L'entrata in questo mondo affascinante lascia storditi, per le mille sfaccettature che il tessuto melodico, creato su misura per la voce di Tarja, offre; quando però ci si addentra nel cuore dell'album, quel disorientamento diventa meraviglia:una sopresa improvvisa, completamente inaspettata, è la cover di "Supremacy" dei Muse, che vede Tarja raggiungere dei picchi vocali pazzeschi. L'interpretazione originale di Matthew Bellamy (presente sull'album "The second law") era già riuscitissima ed obiettivamente era un compito abbastanza complicato fare di meglio. "Supremacy" è una canzone che ben poche voci possono permettersi di cantare, e se qualcuno poteva accostarcisi con naturalezza, ed offrirne una versione all'altezza, questa forse non poteva che essere l'artista finlandese. L'originale resta sempre superiore a questa riproposizione, ma ascoltarla in quest'ambito più rockeggiante ed a tratti più possente ha comunque il suo fascino, oltre a dimostrare la capacità di estensione vocale della bravissima interprete.
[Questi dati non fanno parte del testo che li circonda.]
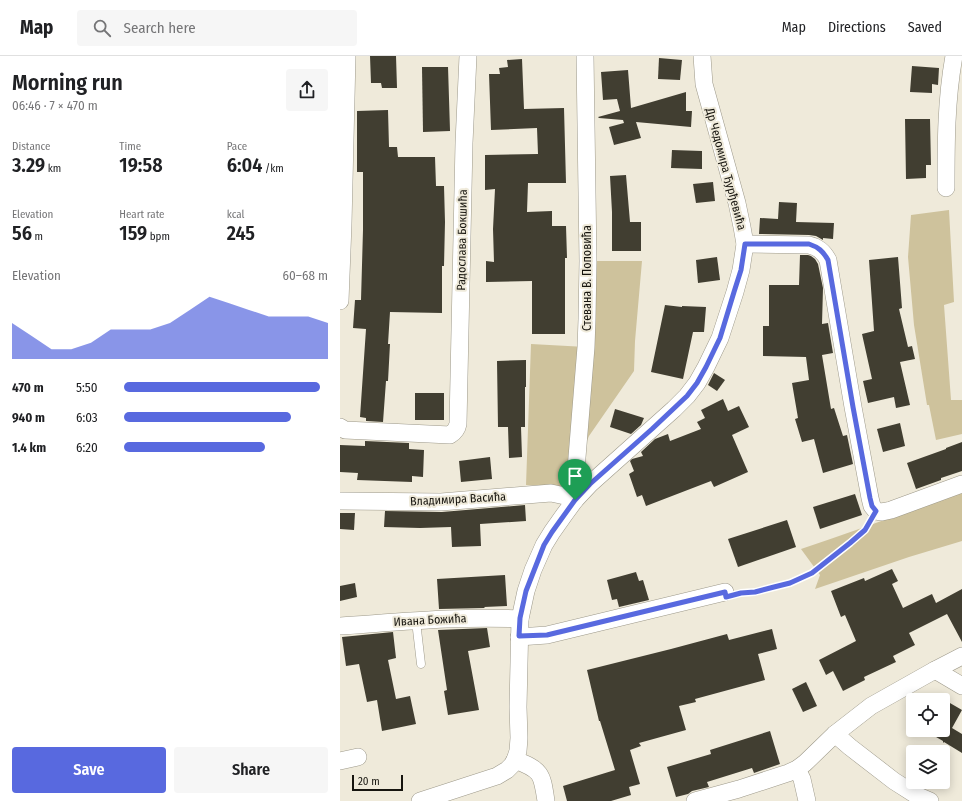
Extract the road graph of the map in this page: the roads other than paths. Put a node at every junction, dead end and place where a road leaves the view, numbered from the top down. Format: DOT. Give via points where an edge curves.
graph roads {
  1 [pos="347,56"];
  2 [pos="468,56"];
  3 [pos="585,56"];
  4 [pos="702,56"];
  5 [pos="954,56"];
  6 [pos="946,188"];
  7 [pos="745,244"];
  8 [pos="340,301"];
  9 [pos="340,427"];
  10 [pos="962,484"];
  11 [pos="575,500"];
  12 [pos="340,501"];
  13 [pos="725,592"];
  14 [pos="520,618"];
  15 [pos="416,621"];
  16 [pos="340,626"];
  17 [pos="519,636"];
  18 [pos="962,656"];
  19 [pos="421,664"];
  20 [pos="935,670"];
  21 [pos="962,686"];
  22 [pos="836,734"];
  23 [pos="358,757"];
  24 [pos="515,760"];
  25 [pos="340,761"];
  26 [pos="797,769"];
  27 [pos="420,801"];
  28 [pos="546,801"];
  29 [pos="695,801"];
  30 [pos="807,801"];
  31 [pos="930,801"];
  1 -- 8 [label="street"];
  2 -- 9 [label="street, Радослава Бокшића" via="458,424 450,435 345,430"];
  3 -- 11 [label="street, Стевана В. Поповића" via="587,319"];
  4 -- 7 [label="street, Др Чедомира Ђурђевића" via="704,84 737,204"];
  5 -- 6 [label="street" via="947,116"];
  7 -- 10 [label="street" via="809,244 824,252 828,260 870,498 876,511 891,510"];
  7 -- 11 [label="street, Др Чедомира Ђурђевића" via="741,270 720,338 697,383"];
  11 -- 12 [label="street, Владимира Васића" via="551,493 441,502"];
  11 -- 14 [label="street, Др Чедомира Ђурђевића" via="544,545 526,591"];
  13 -- 17 [label="street" via="547,635"];
  14 -- 15 [label="street, Ивана Божића"];
  14 -- 17 [label="street, Др Чедомира Ђурђевића"];
  15 -- 16 [label="street, Ивана Божића"];
  15 -- 19 [label="lane"];
  17 -- 24 [label="street, Др Чедомира Ђурђевића" via="519,738"];
  18 -- 20 [label="street"];
  20 -- 21 [label="street"];
  20 -- 22 [label="street" via="871,706"];
  22 -- 26 [label="street"];
  22 -- 31 [label="street" via="894,781"];
  23 -- 25 [label="street"];
  24 -- 27 [label="street" via="498,776"];
  24 -- 28 [label="street" via="530,765 538,772 543,781"];
  26 -- 29 [label="street"];
  26 -- 30 [label="street"];
}
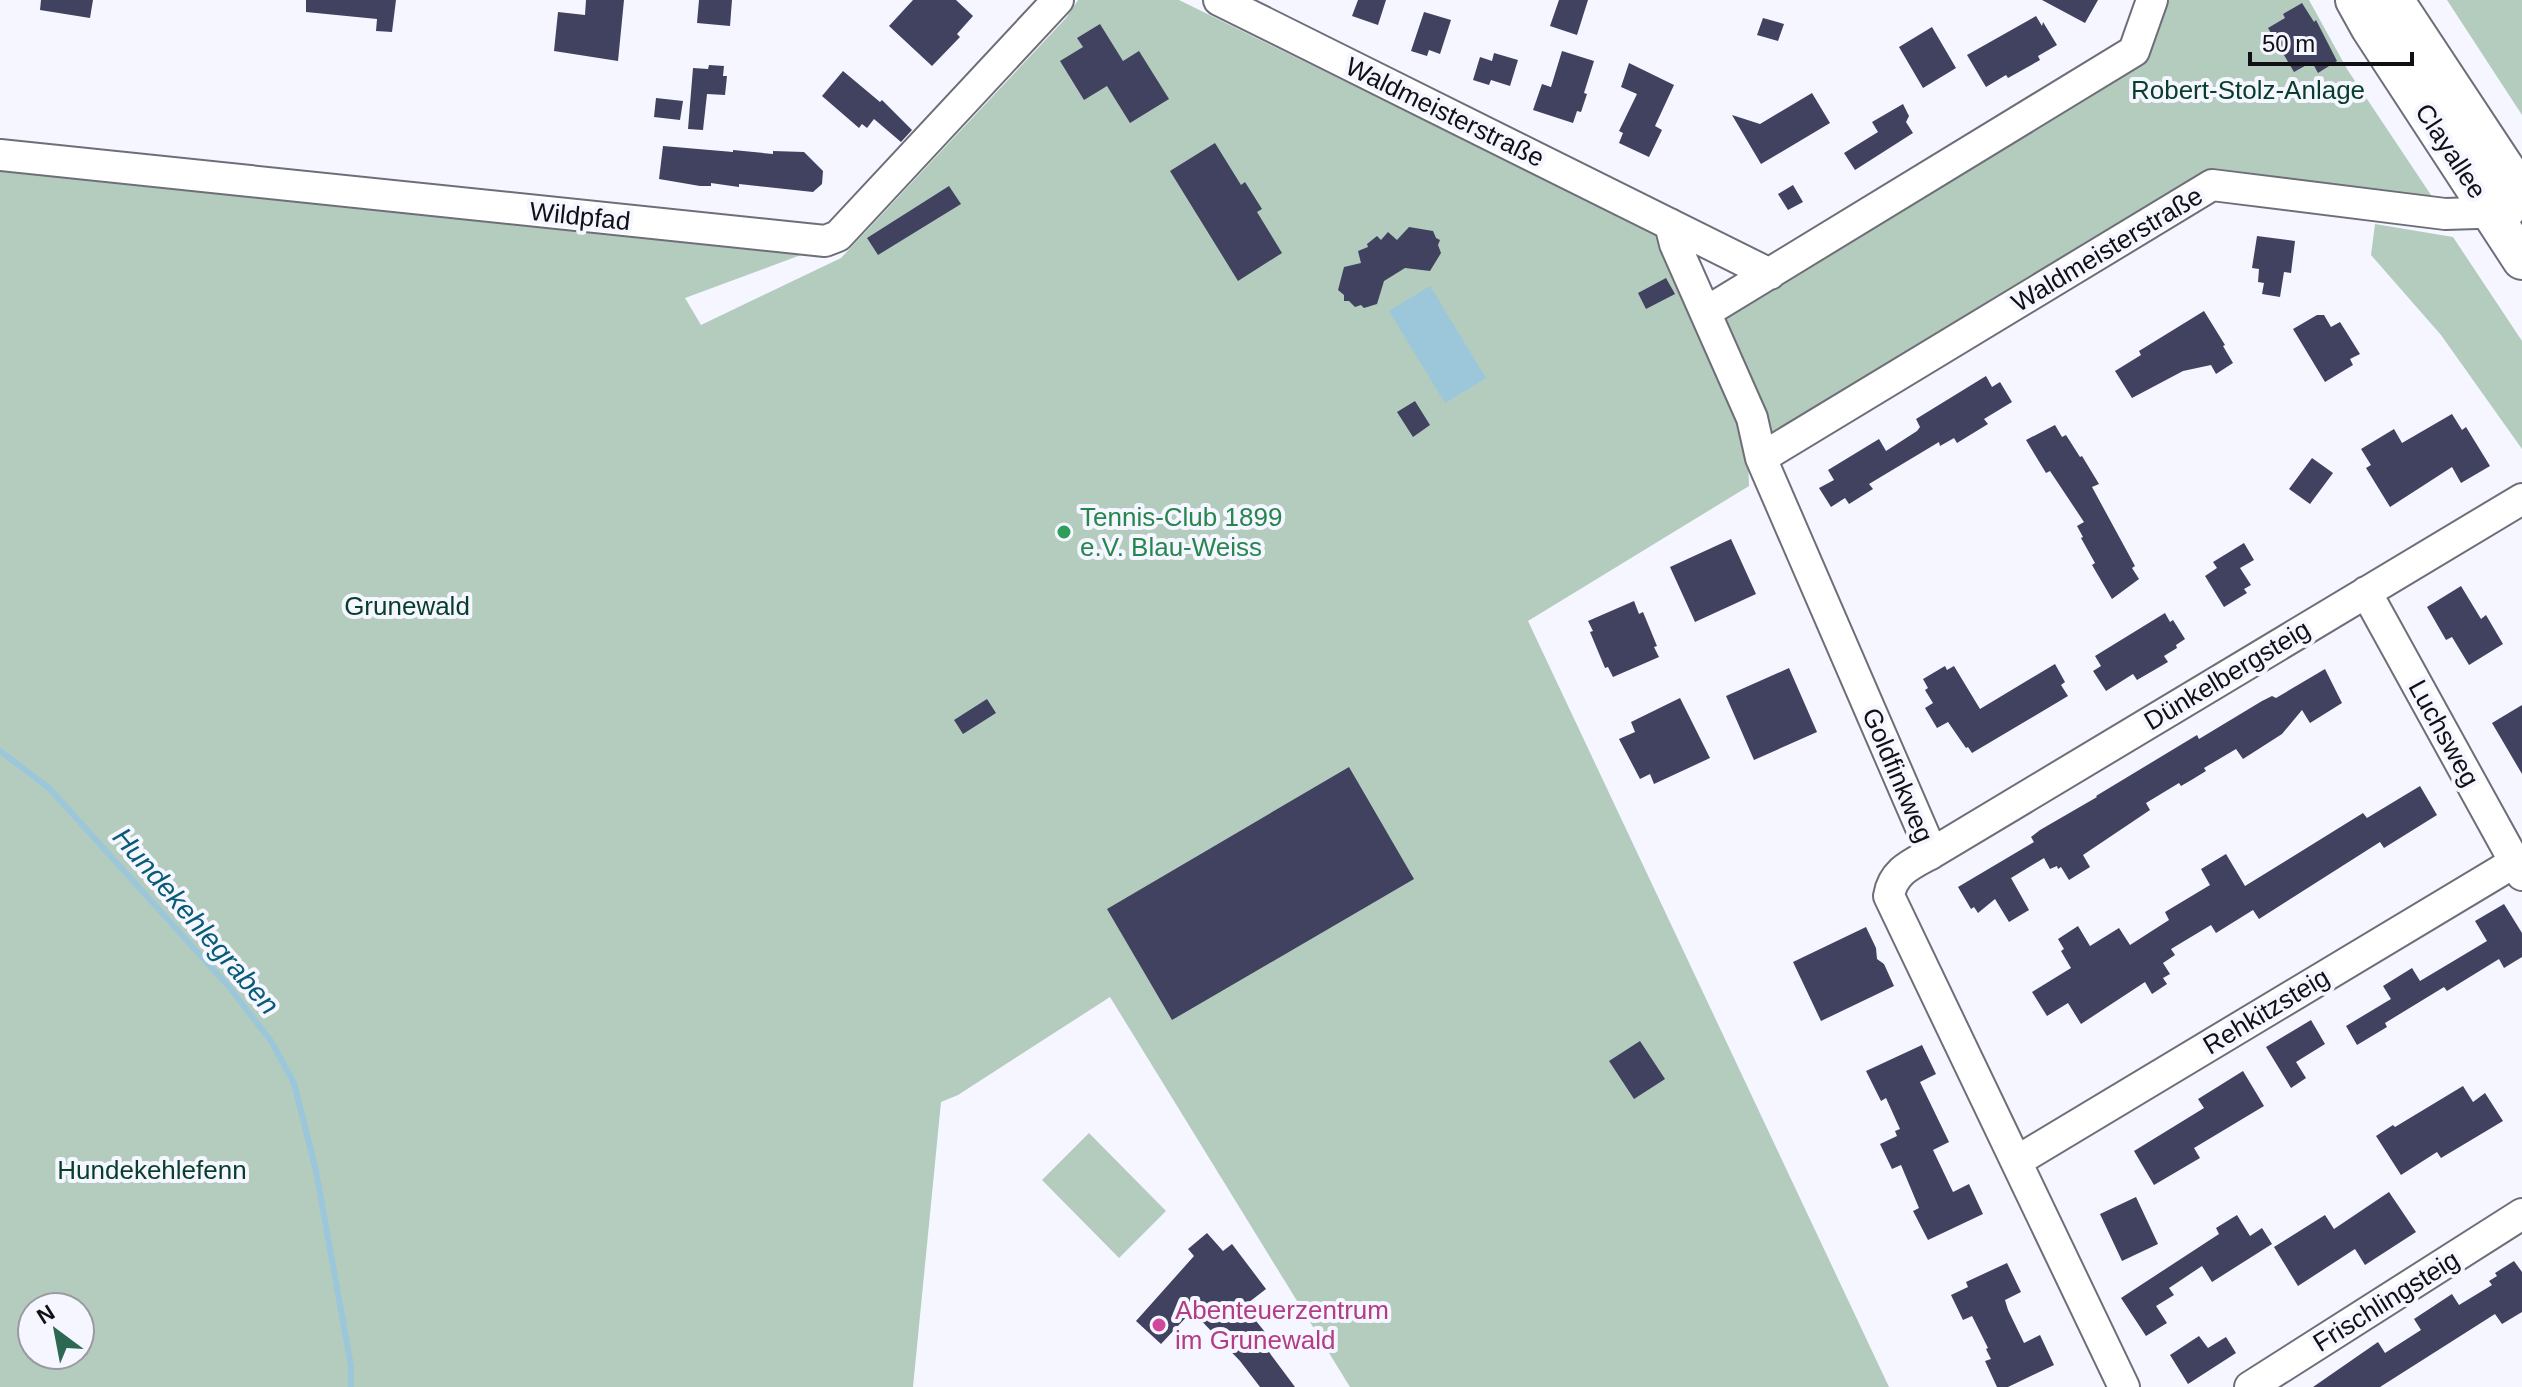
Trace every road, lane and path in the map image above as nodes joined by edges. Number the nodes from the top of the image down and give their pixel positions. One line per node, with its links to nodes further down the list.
1 (1058, 0): 6 (street, Wildpfad)
2 (1219, 0): 8 (street, Waldmeisterstraße)
3 (2152, 0): 10 (street)
4 (2355, 0): 7 (main road, Clayallee)
5 (2394, 0): 7 (main road, Clayallee)
6 (0, 155)
7 (2512, 206): 9 (main road, Clayallee); 12 (street, Waldmeisterstraße)
8 (1670, 224): 10 (street, Waldmeisterstraße); 11 (street)
9 (2522, 260)
10 (1770, 274): 11 (street)
11 (1706, 312): 12 (street, Goldfinkweg)
12 (1761, 458): 15 (street, Goldfinkweg)
13 (2522, 499): 14 (street, Dünkelbergsteig)
14 (2366, 592): 15 (street, Dünkelbergsteig); 16 (street, Luchsweg)
15 (1932, 853): 17 (street, Goldfinkweg)
16 (2518, 868): 17 (street, Rehkitzsteig)
17 (2017, 1161): 19 (street, Goldfinkweg)
18 (2522, 1214): 20 (street, Frischlingsteig)
19 (2124, 1387)
20 (2250, 1387)

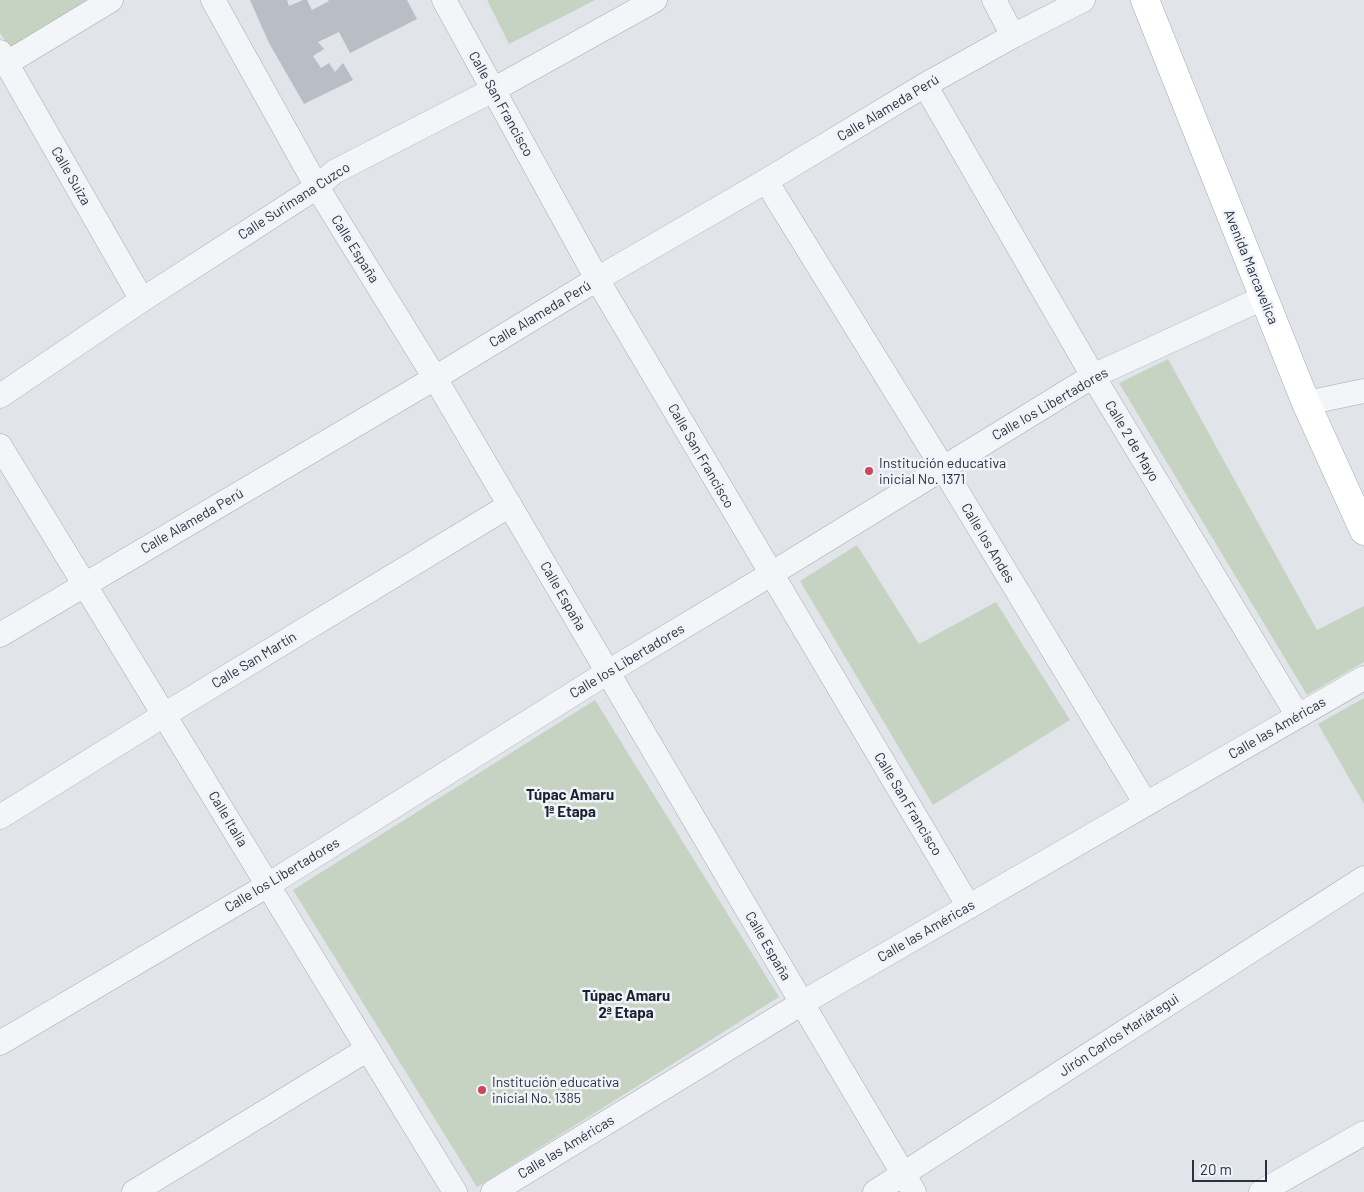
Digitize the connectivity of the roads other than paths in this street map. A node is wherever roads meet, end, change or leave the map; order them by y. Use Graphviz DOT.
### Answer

Idealmente, "Supremacy" è il passaggio definitivo con cui "The shadow self" cattura l'ascoltatore:è un sentiero che si staglia nel mezzo di un prato sconfinato; ed è qui che Tarja diventa guida spirituale del viaggio:i fiori, gli alberi e il tripudio di colori circostanti (ovvero la varietà stratificata delle melodie) diventano solo un elemento di contorno, la cui strada porta dritti al cuore del disco, ed al suo capolavoro, intitolato "The living end".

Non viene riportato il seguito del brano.